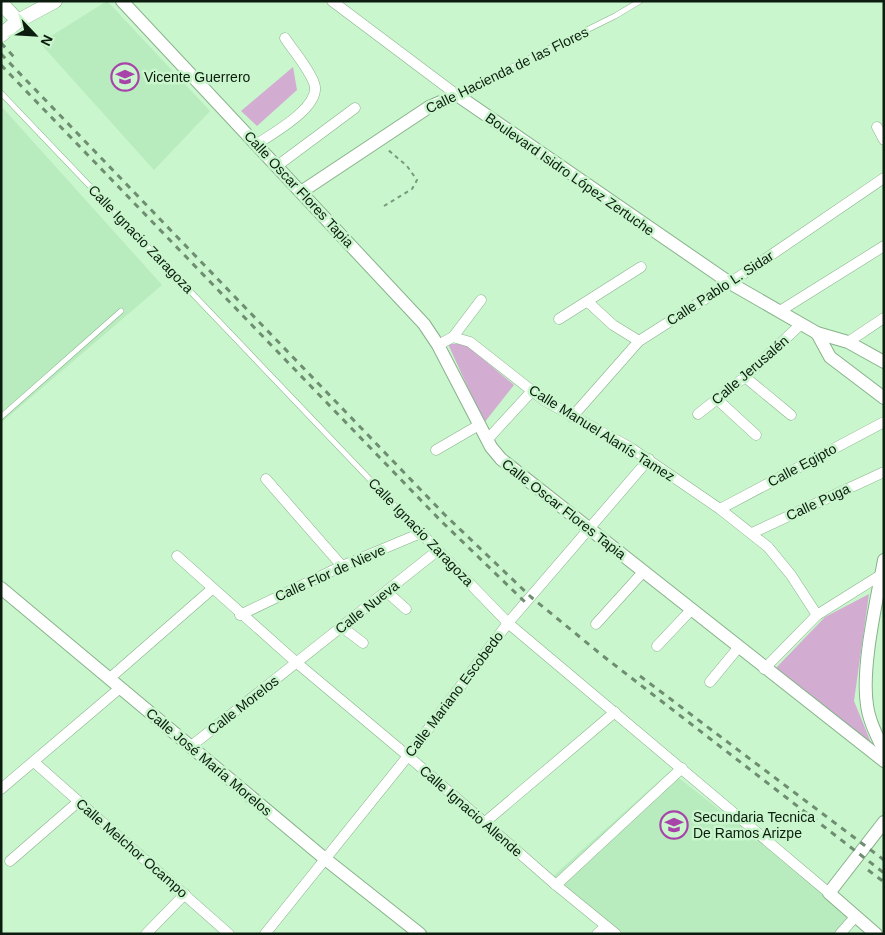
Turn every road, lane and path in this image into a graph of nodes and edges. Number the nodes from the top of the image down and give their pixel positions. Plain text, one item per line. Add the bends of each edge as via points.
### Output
1 (55, 1) edge
2 (122, 1) edge
3 (332, 1) edge
4 (640, 1) edge
5 (1, 3) edge
6 (18, 21) junction
7 (1, 35) edge
8 (285, 38) dead end
9 (1, 93) edge
10 (457, 95) junction
11 (355, 108) dead end
12 (877, 128) dead end
13 (884, 140) edge
14 (378, 141) junction
15 (257, 144) junction
16 (277, 166) junction
17 (884, 178) edge
18 (300, 192) junction
19 (384, 206) dead end
20 (884, 246) edge
21 (641, 267) dead end
22 (730, 282) junction
23 (481, 300) dead end
24 (588, 302) junction
25 (121, 311) dead end
26 (780, 311) junction
27 (884, 318) edge
28 (559, 319) dead end
29 (800, 325) junction
30 (817, 333) junction
31 (453, 337) junction
32 (639, 341) junction
33 (848, 342) junction
34 (438, 345) junction
35 (884, 362) edge
36 (745, 376) junction
37 (532, 391) junction
38 (884, 398) edge
39 (718, 400) junction
40 (698, 414) dead end
41 (792, 415) dead end
42 (1, 417) edge
43 (572, 417) junction
44 (884, 422) edge
45 (479, 426) junction
46 (756, 435) dead end
47 (487, 440) junction
48 (436, 450) dead end
49 (649, 459) junction
50 (884, 472) edge
51 (266, 479) dead end
52 (720, 509) junction
53 (591, 529) junction
54 (421, 533) junction
55 (752, 533) junction
56 (437, 552) junction
57 (178, 556) dead end
58 (884, 560) edge
59 (342, 566) junction
60 (643, 572) junction
61 (882, 574) edge
62 (1, 588) edge
63 (212, 589) junction
64 (387, 592) junction
65 (406, 609) dead end
66 (691, 610) junction
67 (240, 614) junction
68 (817, 616) junction
69 (508, 623) junction
70 (596, 624) dead end
71 (342, 627) junction
72 (363, 643) dead end
73 (657, 646) dead end
74 (738, 648) junction
75 (297, 663) junction
76 (764, 669) junction
77 (110, 678) junction
78 (710, 682) dead end
79 (120, 688) junction
80 (614, 712) junction
81 (190, 747) junction
82 (884, 751) edge
83 (408, 756) junction
84 (884, 761) edge
85 (34, 762) junction
86 (682, 768) junction
87 (1, 789) edge
88 (78, 802) junction
89 (884, 822) edge
90 (484, 823) junction
91 (324, 858) junction
92 (10, 860) dead end
93 (556, 885) junction
94 (828, 893) junction
95 (185, 894) junction
96 (855, 916) junction
97 (606, 926) junction
98 (146, 934) edge
99 (229, 934) edge
100 (265, 934) edge
101 (420, 934) edge
102 (597, 934) edge
103 (616, 934) edge
104 (840, 934) edge
105 (876, 934) edge

1 - 6 main road
2 - 15 street, Calle Oscar Flores Tapia
3 - 10 street, Boulevard Isidro López Zertuche
4 - 10 lane, Calle Hacienda de las Flores
5 - 6 main road
6 - 7 main road
8 - 15 street via 315,84 314,96 307,107
9 - 54 lane, Calle Ignacio Zaragoza
10 - 14 street, Calle Hacienda de las Flores via 429,107
10 - 22 street, Boulevard Isidro López Zertuche
11 - 16 street
12 - 13 street
14 - 18 street, Calle Hacienda de las Flores
14 - 19 path via 407,166 417,180 412,189
15 - 16 street, Calle Oscar Flores Tapia
16 - 18 street, Calle Oscar Flores Tapia
17 - 22 street, Calle Pablo L. Sidar
18 - 34 street, Calle Oscar Flores Tapia via 410,308
20 - 26 street
21 - 24 street
22 - 26 street, Boulevard Isidro López Zertuche
22 - 32 street, Calle Pablo L. Sidar
23 - 31 street
24 - 28 street
24 - 32 street via 613,325
25 - 42 lane
26 - 29 street, Boulevard Isidro López Zertuche
27 - 33 street
29 - 30 street, Boulevard Isidro López Zertuche
29 - 36 street, Calle Jerusalén
30 - 33 street, Boulevard Isidro López Zertuche
30 - 38 street via 830,357
31 - 34 street
31 - 37 street, Calle Manuel Alanís Tamez via 470,342
32 - 43 street, Calle Pablo L. Sidar
33 - 35 street, Boulevard Isidro López Zertuche
34 - 45 street, Calle Oscar Flores Tapia
36 - 39 street, Calle Jerusalén
36 - 41 street
37 - 43 street, Calle Manuel Alanís Tamez
37 - 47 street
39 - 40 street, Calle Jerusalén
39 - 46 street
43 - 49 street, Calle Manuel Alanís Tamez
44 - 52 street, Calle Egipto
45 - 47 street, Calle Oscar Flores Tapia
45 - 48 street
47 - 53 street, Calle Oscar Flores Tapia via 507,465
49 - 52 street, Calle Manuel Alanís Tamez
49 - 53 street, Calle Mariano Escobedo
50 - 55 street, Calle Puga
51 - 59 street
52 - 55 street, Calle Manuel Alanís Tamez
53 - 60 street, Calle Oscar Flores Tapia
53 - 69 street, Calle Mariano Escobedo
54 - 56 street, Calle Ignacio Zaragoza
54 - 59 street, Calle Flor de Nieve
55 - 68 street, Calle Manuel Alanís Tamez via 779,559
56 - 64 street, Calle Nueva
56 - 69 street, Calle Ignacio Zaragoza
57 - 63 street, Calle Ignacio Allende
58 - 61 street
59 - 67 street, Calle Flor de Nieve
60 - 66 street, Calle Oscar Flores Tapia
60 - 70 street
61 - 68 street
61 - 82 street via 866,693 869,714
62 - 77 street, Calle José María Morelos
63 - 67 street, Calle Ignacio Allende
63 - 77 street
64 - 65 street
64 - 71 street, Calle Nueva
66 - 73 street
66 - 74 street, Calle Oscar Flores Tapia
67 - 75 street, Calle Ignacio Allende
68 - 76 street
69 - 80 street, Calle Ignacio Zaragoza
69 - 83 street, Calle Mariano Escobedo
71 - 72 street
71 - 75 street, Calle Nueva
74 - 76 street, Calle Oscar Flores Tapia
74 - 78 street
75 - 81 street, Calle Morelos
75 - 83 street, Calle Ignacio Allende
76 - 84 street, Calle Oscar Flores Tapia
77 - 79 street, Calle José María Morelos
79 - 81 street, Calle José María Morelos
79 - 85 street
80 - 86 street, Calle Ignacio Zaragoza
80 - 90 street
81 - 91 street, Calle José María Morelos
83 - 90 street, Calle Ignacio Allende
83 - 91 street, Calle Mariano Escobedo
85 - 87 street
85 - 88 street, Calle Melchor Ocampo
86 - 93 street
86 - 94 street, Calle Ignacio Zaragoza
88 - 92 street
88 - 95 street, Calle Melchor Ocampo
89 - 94 street
90 - 93 street, Calle Ignacio Allende
91 - 100 street, Calle Mariano Escobedo
91 - 101 street, Calle José María Morelos
93 - 97 street, Calle Ignacio Allende
94 - 96 street, Calle Ignacio Zaragoza
95 - 98 street
95 - 99 street, Calle Melchor Ocampo
96 - 104 street
96 - 105 street, Calle Ignacio Zaragoza
97 - 102 street
97 - 103 street, Calle Ignacio Allende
──────────
The entries above are to be returned exactly, without their pictures.

Turn every road, lane and path in this image into a graph of nodes and edges. Number the nodes from the top of the image down and give their pixel positions. Plain text, one item per line. Add the bends of each edge as via points.
### Output
1 (55, 1) edge
2 (122, 1) edge
3 (332, 1) edge
4 (640, 1) edge
5 (1, 3) edge
6 (18, 21) junction
7 (1, 35) edge
8 (285, 38) dead end
9 (1, 93) edge
10 (457, 95) junction
11 (355, 108) dead end
12 (877, 128) dead end
13 (884, 140) edge
14 (378, 141) junction
15 (257, 144) junction
16 (277, 166) junction
17 (884, 178) edge
18 (300, 192) junction
19 (384, 206) dead end
20 (884, 246) edge
21 (641, 267) dead end
22 (730, 282) junction
23 (481, 300) dead end
24 (588, 302) junction
25 (121, 311) dead end
26 (780, 311) junction
27 (884, 318) edge
28 (559, 319) dead end
29 (800, 325) junction
30 (817, 333) junction
31 (453, 337) junction
32 (639, 341) junction
33 (848, 342) junction
34 (438, 345) junction
35 (884, 362) edge
36 (745, 376) junction
37 (532, 391) junction
38 (884, 398) edge
39 (718, 400) junction
40 (698, 414) dead end
41 (792, 415) dead end
42 (1, 417) edge
43 (572, 417) junction
44 (884, 422) edge
45 (479, 426) junction
46 (756, 435) dead end
47 (487, 440) junction
48 (436, 450) dead end
49 (649, 459) junction
50 (884, 472) edge
51 (266, 479) dead end
52 (720, 509) junction
53 (591, 529) junction
54 (421, 533) junction
55 (752, 533) junction
56 (437, 552) junction
57 (178, 556) dead end
58 (884, 560) edge
59 (342, 566) junction
60 (643, 572) junction
61 (882, 574) edge
62 (1, 588) edge
63 (212, 589) junction
64 (387, 592) junction
65 (406, 609) dead end
66 (691, 610) junction
67 (240, 614) junction
68 (817, 616) junction
69 (508, 623) junction
70 (596, 624) dead end
71 (342, 627) junction
72 (363, 643) dead end
73 (657, 646) dead end
74 (738, 648) junction
75 (297, 663) junction
76 (764, 669) junction
77 (110, 678) junction
78 (710, 682) dead end
79 (120, 688) junction
80 (614, 712) junction
81 (190, 747) junction
82 (884, 751) edge
83 (408, 756) junction
84 (884, 761) edge
85 (34, 762) junction
86 (682, 768) junction
87 (1, 789) edge
88 (78, 802) junction
89 (884, 822) edge
90 (484, 823) junction
91 (324, 858) junction
92 (10, 860) dead end
93 (556, 885) junction
94 (828, 893) junction
95 (185, 894) junction
96 (855, 916) junction
97 (606, 926) junction
98 (146, 934) edge
99 (229, 934) edge
100 (265, 934) edge
101 (420, 934) edge
102 (597, 934) edge
103 (616, 934) edge
104 (840, 934) edge
105 (876, 934) edge

1 - 6 main road
2 - 15 street, Calle Oscar Flores Tapia
3 - 10 street, Boulevard Isidro López Zertuche
4 - 10 lane, Calle Hacienda de las Flores
5 - 6 main road
6 - 7 main road
8 - 15 street via 315,84 314,96 307,107
9 - 54 lane, Calle Ignacio Zaragoza
10 - 14 street, Calle Hacienda de las Flores via 429,107
10 - 22 street, Boulevard Isidro López Zertuche
11 - 16 street
12 - 13 street
14 - 18 street, Calle Hacienda de las Flores
14 - 19 path via 407,166 417,180 412,189
15 - 16 street, Calle Oscar Flores Tapia
16 - 18 street, Calle Oscar Flores Tapia
17 - 22 street, Calle Pablo L. Sidar
18 - 34 street, Calle Oscar Flores Tapia via 410,308
20 - 26 street
21 - 24 street
22 - 26 street, Boulevard Isidro López Zertuche
22 - 32 street, Calle Pablo L. Sidar
23 - 31 street
24 - 28 street
24 - 32 street via 613,325
25 - 42 lane
26 - 29 street, Boulevard Isidro López Zertuche
27 - 33 street
29 - 30 street, Boulevard Isidro López Zertuche
29 - 36 street, Calle Jerusalén
30 - 33 street, Boulevard Isidro López Zertuche
30 - 38 street via 830,357
31 - 34 street
31 - 37 street, Calle Manuel Alanís Tamez via 470,342
32 - 43 street, Calle Pablo L. Sidar
33 - 35 street, Boulevard Isidro López Zertuche
34 - 45 street, Calle Oscar Flores Tapia
36 - 39 street, Calle Jerusalén
36 - 41 street
37 - 43 street, Calle Manuel Alanís Tamez
37 - 47 street
39 - 40 street, Calle Jerusalén
39 - 46 street
43 - 49 street, Calle Manuel Alanís Tamez
44 - 52 street, Calle Egipto
45 - 47 street, Calle Oscar Flores Tapia
45 - 48 street
47 - 53 street, Calle Oscar Flores Tapia via 507,465
49 - 52 street, Calle Manuel Alanís Tamez
49 - 53 street, Calle Mariano Escobedo
50 - 55 street, Calle Puga
51 - 59 street
52 - 55 street, Calle Manuel Alanís Tamez
53 - 60 street, Calle Oscar Flores Tapia
53 - 69 street, Calle Mariano Escobedo
54 - 56 street, Calle Ignacio Zaragoza
54 - 59 street, Calle Flor de Nieve
55 - 68 street, Calle Manuel Alanís Tamez via 779,559
56 - 64 street, Calle Nueva
56 - 69 street, Calle Ignacio Zaragoza
57 - 63 street, Calle Ignacio Allende
58 - 61 street
59 - 67 street, Calle Flor de Nieve
60 - 66 street, Calle Oscar Flores Tapia
60 - 70 street
61 - 68 street
61 - 82 street via 866,693 869,714
62 - 77 street, Calle José María Morelos
63 - 67 street, Calle Ignacio Allende
63 - 77 street
64 - 65 street
64 - 71 street, Calle Nueva
66 - 73 street
66 - 74 street, Calle Oscar Flores Tapia
67 - 75 street, Calle Ignacio Allende
68 - 76 street
69 - 80 street, Calle Ignacio Zaragoza
69 - 83 street, Calle Mariano Escobedo
71 - 72 street
71 - 75 street, Calle Nueva
74 - 76 street, Calle Oscar Flores Tapia
74 - 78 street
75 - 81 street, Calle Morelos
75 - 83 street, Calle Ignacio Allende
76 - 84 street, Calle Oscar Flores Tapia
77 - 79 street, Calle José María Morelos
79 - 81 street, Calle José María Morelos
79 - 85 street
80 - 86 street, Calle Ignacio Zaragoza
80 - 90 street
81 - 91 street, Calle José María Morelos
83 - 90 street, Calle Ignacio Allende
83 - 91 street, Calle Mariano Escobedo
85 - 87 street
85 - 88 street, Calle Melchor Ocampo
86 - 93 street
86 - 94 street, Calle Ignacio Zaragoza
88 - 92 street
88 - 95 street, Calle Melchor Ocampo
89 - 94 street
90 - 93 street, Calle Ignacio Allende
91 - 100 street, Calle Mariano Escobedo
91 - 101 street, Calle José María Morelos
93 - 97 street, Calle Ignacio Allende
94 - 96 street, Calle Ignacio Zaragoza
95 - 98 street
95 - 99 street, Calle Melchor Ocampo
96 - 104 street
96 - 105 street, Calle Ignacio Zaragoza
97 - 102 street
97 - 103 street, Calle Ignacio Allende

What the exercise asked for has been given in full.